Conditions in which it is no longer possible to bear a child

There may be different variants. For example, fetoplacental insufficiency is a condition when the placenta fails to cope with its function and the fetus suffers from lack of nutrition.

Or severe gestosis in a pregnant woman. Or some kind of disease expectant mother, in which further pregnancy is dangerous for her...

Fortunately, all this rarely happens. And I won’t continue so as not to scare you.

Difficult decision

Before deciding to induce labor, obstetricians evaluate several factors:

  • How ready is the cervix for childbirth?
  • What condition is the child in?
  • How is mom feeling?
  • Are there any contraindications for labor stimulation?

Labor cannot be induced if:

  • There is a scar on the uterus.
  • During her previous birth, the woman had severe ruptures.
  • Placenta overlaps internal os uterus.
  • The umbilical cord has fallen out and is about to be born before the baby.
  • The fetus lies incorrectly, obliquely or across the uterus.
  • The woman has some disease that makes it impossible to give birth naturally.

As you can see, everything is not so simple. Doctors need to weigh all the risks and choose the right remedy.

How do doctors induce labor? What kind of magic pills and do they have IVs?

Now you'll find out.

Physician assistants

Amniotomy - opening of the amniotic sac

Normally, the membranes should rupture when the cervix is ​​fully dilated.

But sometimes doctors themselves open the amniotic sac to speed up labor. This simple action helps intensify (or even induce) contractions.

The mechanism is something like this: after the anterior amniotic fluid is released, the fetal head descends and presses on the internal os of the uterus. This causes a reflex increase in labor activity.

Obstetricians rarely use amniotomy alone. But in combination with other methods it gives an excellent effect.

Prostaglandins

Prostaglandins are substances that are produced in our body and control many processes. There are many prostaglandins, but two act on the birth process: prostaglandin E2 and prostaglandin F2α.
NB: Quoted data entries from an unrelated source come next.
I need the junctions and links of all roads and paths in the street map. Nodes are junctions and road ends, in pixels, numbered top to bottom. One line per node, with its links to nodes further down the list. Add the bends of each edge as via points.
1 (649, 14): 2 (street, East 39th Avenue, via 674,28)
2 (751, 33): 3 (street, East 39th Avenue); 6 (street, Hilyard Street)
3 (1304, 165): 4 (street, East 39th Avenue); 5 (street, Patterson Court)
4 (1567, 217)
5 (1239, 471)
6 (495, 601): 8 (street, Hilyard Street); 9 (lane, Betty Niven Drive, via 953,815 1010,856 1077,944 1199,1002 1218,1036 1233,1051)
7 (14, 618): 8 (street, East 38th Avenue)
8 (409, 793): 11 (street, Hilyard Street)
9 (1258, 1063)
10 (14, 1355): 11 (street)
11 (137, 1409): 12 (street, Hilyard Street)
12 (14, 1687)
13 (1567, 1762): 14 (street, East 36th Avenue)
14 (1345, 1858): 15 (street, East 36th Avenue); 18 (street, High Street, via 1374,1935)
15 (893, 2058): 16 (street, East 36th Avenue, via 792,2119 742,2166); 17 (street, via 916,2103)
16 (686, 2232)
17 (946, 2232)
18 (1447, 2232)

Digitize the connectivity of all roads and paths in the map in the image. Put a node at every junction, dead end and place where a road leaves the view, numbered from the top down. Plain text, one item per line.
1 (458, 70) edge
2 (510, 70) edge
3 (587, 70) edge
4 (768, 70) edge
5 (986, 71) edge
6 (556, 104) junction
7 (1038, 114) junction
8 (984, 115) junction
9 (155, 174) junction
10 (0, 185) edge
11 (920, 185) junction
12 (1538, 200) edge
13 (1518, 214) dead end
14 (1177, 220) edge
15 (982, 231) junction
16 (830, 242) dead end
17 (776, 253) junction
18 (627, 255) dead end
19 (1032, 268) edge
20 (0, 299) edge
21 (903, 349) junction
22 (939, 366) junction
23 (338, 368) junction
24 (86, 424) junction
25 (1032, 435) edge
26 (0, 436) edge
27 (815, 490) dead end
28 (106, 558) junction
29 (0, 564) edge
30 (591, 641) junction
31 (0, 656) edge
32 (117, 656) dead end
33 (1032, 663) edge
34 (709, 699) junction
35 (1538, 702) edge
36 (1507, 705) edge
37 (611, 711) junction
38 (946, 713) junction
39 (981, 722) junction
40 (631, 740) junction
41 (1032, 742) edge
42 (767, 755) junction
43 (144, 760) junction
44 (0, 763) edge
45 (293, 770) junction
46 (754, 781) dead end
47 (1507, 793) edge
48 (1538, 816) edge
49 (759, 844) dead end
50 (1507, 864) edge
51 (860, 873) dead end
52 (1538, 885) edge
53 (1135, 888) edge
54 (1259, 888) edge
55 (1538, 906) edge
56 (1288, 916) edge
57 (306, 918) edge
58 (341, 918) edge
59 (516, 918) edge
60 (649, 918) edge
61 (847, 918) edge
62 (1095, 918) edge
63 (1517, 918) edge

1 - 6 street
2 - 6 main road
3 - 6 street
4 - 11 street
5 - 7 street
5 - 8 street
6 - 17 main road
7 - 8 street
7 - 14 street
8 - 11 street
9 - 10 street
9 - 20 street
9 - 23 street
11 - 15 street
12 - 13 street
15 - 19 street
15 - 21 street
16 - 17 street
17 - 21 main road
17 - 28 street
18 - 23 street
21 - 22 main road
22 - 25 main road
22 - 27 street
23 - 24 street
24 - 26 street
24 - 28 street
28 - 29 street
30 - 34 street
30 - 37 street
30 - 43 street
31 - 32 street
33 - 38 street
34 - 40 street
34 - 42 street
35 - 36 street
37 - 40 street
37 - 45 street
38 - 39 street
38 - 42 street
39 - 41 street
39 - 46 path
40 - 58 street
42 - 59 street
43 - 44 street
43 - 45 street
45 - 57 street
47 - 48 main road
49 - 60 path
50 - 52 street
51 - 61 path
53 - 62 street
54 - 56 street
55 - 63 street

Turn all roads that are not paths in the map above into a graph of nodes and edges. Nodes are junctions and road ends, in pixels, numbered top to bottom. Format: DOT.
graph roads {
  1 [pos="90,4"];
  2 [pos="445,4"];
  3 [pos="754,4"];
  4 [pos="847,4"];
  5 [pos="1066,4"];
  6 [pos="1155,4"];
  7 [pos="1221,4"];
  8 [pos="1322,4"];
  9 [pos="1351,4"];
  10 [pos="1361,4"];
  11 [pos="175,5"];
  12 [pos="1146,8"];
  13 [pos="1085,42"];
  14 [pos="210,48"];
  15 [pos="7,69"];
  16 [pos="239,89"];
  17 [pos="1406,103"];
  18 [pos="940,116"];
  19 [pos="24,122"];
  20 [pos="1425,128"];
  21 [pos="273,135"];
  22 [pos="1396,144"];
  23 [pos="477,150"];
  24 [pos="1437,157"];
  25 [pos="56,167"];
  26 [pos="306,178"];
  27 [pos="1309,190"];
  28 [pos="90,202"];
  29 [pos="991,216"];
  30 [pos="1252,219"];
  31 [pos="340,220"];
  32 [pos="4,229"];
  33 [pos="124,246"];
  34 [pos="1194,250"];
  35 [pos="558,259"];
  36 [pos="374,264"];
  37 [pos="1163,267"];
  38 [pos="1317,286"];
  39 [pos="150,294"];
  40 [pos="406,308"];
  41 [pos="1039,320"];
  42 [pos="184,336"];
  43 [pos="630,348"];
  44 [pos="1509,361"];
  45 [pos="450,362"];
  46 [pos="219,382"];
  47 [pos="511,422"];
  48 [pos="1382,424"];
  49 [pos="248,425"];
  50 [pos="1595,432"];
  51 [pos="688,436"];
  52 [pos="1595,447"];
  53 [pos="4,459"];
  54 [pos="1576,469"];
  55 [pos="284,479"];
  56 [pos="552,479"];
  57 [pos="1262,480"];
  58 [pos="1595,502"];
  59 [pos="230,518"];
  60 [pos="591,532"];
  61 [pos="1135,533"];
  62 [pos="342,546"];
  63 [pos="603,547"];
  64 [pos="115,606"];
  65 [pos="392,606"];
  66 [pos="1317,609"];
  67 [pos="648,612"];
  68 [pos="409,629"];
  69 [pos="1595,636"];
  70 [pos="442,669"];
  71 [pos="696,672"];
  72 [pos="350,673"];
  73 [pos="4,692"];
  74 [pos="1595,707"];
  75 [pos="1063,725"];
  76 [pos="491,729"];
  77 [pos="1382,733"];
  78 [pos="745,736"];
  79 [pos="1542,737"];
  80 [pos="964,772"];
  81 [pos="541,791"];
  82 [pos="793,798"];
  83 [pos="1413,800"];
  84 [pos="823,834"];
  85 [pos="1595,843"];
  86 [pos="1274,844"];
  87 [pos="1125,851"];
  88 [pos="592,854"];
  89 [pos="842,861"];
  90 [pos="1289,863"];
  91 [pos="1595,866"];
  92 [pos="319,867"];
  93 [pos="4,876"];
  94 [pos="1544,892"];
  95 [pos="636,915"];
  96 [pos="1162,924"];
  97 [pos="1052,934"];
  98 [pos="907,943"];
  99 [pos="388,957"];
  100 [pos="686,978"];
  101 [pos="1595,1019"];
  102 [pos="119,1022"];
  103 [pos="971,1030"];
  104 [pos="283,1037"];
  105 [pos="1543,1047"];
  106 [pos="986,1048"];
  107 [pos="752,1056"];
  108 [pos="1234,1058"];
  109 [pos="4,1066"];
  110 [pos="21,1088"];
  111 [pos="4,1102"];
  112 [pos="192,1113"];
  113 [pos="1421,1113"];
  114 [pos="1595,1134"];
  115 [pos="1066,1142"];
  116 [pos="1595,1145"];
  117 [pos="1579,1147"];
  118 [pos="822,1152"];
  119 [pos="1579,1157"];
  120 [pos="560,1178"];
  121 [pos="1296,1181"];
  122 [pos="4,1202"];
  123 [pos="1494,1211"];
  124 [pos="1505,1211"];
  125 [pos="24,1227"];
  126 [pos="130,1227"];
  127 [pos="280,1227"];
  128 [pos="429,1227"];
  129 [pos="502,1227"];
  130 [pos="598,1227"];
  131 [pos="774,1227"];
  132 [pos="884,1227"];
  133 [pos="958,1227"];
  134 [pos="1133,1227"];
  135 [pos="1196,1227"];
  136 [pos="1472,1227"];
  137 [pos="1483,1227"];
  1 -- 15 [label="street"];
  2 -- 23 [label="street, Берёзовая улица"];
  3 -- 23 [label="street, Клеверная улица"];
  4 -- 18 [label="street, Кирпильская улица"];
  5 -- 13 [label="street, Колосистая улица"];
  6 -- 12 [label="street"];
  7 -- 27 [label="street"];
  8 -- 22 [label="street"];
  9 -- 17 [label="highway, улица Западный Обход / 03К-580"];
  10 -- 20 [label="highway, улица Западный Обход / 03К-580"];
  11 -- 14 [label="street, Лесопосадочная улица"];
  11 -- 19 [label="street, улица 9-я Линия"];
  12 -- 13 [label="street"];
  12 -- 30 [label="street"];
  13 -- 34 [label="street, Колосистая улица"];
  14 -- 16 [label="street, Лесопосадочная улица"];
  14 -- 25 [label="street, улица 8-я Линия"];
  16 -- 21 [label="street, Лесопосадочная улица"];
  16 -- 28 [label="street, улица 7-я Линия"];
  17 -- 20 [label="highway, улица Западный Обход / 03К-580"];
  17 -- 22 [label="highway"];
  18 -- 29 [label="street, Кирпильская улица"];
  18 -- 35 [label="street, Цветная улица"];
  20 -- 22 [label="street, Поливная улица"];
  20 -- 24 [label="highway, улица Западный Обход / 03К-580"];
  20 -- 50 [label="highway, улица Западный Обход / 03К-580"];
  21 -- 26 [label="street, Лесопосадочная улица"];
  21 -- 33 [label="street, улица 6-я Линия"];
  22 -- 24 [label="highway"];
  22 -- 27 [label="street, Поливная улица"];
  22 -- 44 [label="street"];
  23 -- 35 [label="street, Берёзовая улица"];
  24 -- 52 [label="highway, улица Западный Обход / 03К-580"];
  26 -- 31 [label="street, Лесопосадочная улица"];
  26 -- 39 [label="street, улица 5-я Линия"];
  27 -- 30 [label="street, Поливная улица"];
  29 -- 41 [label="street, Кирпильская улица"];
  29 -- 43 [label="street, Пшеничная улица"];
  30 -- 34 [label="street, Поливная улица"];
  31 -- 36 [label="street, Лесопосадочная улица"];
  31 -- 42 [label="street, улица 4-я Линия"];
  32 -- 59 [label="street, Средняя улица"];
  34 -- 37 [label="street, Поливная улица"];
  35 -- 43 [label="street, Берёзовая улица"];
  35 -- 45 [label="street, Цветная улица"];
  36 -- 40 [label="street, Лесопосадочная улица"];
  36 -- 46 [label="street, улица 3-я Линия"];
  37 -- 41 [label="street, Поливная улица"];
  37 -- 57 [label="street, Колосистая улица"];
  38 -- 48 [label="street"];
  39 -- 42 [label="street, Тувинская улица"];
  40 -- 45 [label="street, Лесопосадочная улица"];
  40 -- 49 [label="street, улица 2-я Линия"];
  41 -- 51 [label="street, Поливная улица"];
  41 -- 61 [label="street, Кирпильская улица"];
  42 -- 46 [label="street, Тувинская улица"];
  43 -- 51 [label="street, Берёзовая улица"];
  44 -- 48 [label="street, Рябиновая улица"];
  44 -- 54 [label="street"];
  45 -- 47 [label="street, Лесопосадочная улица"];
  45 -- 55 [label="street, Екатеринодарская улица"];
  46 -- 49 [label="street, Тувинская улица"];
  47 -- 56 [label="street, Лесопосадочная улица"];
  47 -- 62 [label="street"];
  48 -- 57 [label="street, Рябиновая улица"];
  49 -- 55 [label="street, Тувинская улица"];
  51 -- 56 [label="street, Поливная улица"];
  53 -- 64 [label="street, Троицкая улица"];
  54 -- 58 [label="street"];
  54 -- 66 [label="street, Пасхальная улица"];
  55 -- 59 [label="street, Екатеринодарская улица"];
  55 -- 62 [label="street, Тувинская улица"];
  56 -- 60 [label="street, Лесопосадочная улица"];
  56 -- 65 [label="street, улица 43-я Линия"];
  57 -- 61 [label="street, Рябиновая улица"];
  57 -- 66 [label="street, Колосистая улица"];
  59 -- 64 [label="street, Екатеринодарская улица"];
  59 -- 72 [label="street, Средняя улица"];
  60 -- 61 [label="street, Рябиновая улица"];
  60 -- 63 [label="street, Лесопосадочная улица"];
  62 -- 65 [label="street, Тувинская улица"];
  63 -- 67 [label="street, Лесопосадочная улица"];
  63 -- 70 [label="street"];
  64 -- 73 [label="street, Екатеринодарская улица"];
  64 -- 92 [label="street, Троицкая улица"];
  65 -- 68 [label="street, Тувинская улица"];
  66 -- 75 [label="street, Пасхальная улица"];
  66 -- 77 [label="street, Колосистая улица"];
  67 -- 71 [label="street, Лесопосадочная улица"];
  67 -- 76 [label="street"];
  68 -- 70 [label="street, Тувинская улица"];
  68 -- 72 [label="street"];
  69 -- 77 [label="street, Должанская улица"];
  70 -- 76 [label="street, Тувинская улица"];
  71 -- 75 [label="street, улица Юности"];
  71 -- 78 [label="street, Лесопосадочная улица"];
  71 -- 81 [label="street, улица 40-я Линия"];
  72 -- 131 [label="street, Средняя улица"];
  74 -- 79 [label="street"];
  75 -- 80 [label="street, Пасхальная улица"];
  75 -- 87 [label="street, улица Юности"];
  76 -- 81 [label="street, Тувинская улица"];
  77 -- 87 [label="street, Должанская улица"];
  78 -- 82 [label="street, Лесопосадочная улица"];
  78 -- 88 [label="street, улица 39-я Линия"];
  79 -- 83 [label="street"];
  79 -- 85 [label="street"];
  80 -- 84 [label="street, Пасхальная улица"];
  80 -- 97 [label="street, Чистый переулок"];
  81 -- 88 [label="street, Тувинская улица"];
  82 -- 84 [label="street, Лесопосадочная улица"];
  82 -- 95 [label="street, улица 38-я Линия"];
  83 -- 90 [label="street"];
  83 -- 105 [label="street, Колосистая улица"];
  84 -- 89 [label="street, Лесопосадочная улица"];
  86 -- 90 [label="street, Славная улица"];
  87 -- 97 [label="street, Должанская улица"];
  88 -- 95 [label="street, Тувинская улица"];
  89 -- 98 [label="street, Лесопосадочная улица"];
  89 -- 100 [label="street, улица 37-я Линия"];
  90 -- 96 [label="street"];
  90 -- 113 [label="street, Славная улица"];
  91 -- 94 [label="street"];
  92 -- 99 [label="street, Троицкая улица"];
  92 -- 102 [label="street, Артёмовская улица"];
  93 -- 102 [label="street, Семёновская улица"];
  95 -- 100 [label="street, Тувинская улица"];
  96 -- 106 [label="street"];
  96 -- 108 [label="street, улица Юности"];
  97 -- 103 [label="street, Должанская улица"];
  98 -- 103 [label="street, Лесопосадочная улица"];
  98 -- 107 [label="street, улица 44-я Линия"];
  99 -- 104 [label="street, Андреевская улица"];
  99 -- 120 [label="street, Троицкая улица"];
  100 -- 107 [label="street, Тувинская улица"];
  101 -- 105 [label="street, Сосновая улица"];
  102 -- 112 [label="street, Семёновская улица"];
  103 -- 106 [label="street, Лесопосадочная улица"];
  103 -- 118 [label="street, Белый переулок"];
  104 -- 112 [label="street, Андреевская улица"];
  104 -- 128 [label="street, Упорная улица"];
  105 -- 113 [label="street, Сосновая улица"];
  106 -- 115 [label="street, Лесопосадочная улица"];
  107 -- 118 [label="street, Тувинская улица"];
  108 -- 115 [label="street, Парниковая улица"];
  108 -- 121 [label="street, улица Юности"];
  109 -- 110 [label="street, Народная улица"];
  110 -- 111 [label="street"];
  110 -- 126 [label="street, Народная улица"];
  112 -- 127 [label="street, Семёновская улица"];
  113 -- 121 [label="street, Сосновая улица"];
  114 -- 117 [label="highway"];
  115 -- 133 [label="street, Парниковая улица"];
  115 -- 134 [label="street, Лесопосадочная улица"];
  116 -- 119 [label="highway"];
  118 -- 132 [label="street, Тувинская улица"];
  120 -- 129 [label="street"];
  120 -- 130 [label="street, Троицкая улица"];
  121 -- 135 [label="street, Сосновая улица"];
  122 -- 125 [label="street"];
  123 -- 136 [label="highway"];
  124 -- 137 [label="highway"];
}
These strange names scientists gave them, although our assistants deserve better! Judge for yourself.

Prostaglandin E2 is produced in the “baby” part of the placenta and in the cervix. It makes the neck mature and - attention! – starts the birth process.

Prostaglandin F2α is produced in the “mother’s” part of the placenta and in the muscles of the uterus. it maintains the strength of contractions when they have already begun.

Pharmacologists have synthesized both of these substances, and now they are in the arsenal of obstetricians in the form of tablets, gels, suppositories or solutions.

In case of postterm pregnancy or in cases where it is necessary to urgently induce labor, prostaglandin E2 comes to the rescue.

It is inserted into the cervical canal or into the vagina in the form of a gel or suppositories. As a result, the cervix ripens and dilates in literally a matter of hours, and then labor occurs.

At primary birth weakness Prostaglandin F2α helps. They usually give it an IV.

Oxytocin

This is a hormone that increases the tone of the uterus. Oxytocin is the oldest drug for labor stimulation. But recently, obstetricians have been using it carefully.

It turned out that the administration of oxytocin has a bad effect on the child; his adaptive capabilities are reduced.

Therefore, doctors resort to oxytocin only in extreme cases and try to combine it with prostaglandins to reduce the dose.

That's all, actually. In each specific case, obstetricians act according to the situation, guided by special protocols.

These are documents that describe medical tactics, indications and contraindications for all manipulations and medicines. Protocols exist to protect doctors from making mistakes. And obstetricians strictly adhere to them.

I wish you and your baby a happy, immediate natural birth! Let today's information serve only for your peace of mind.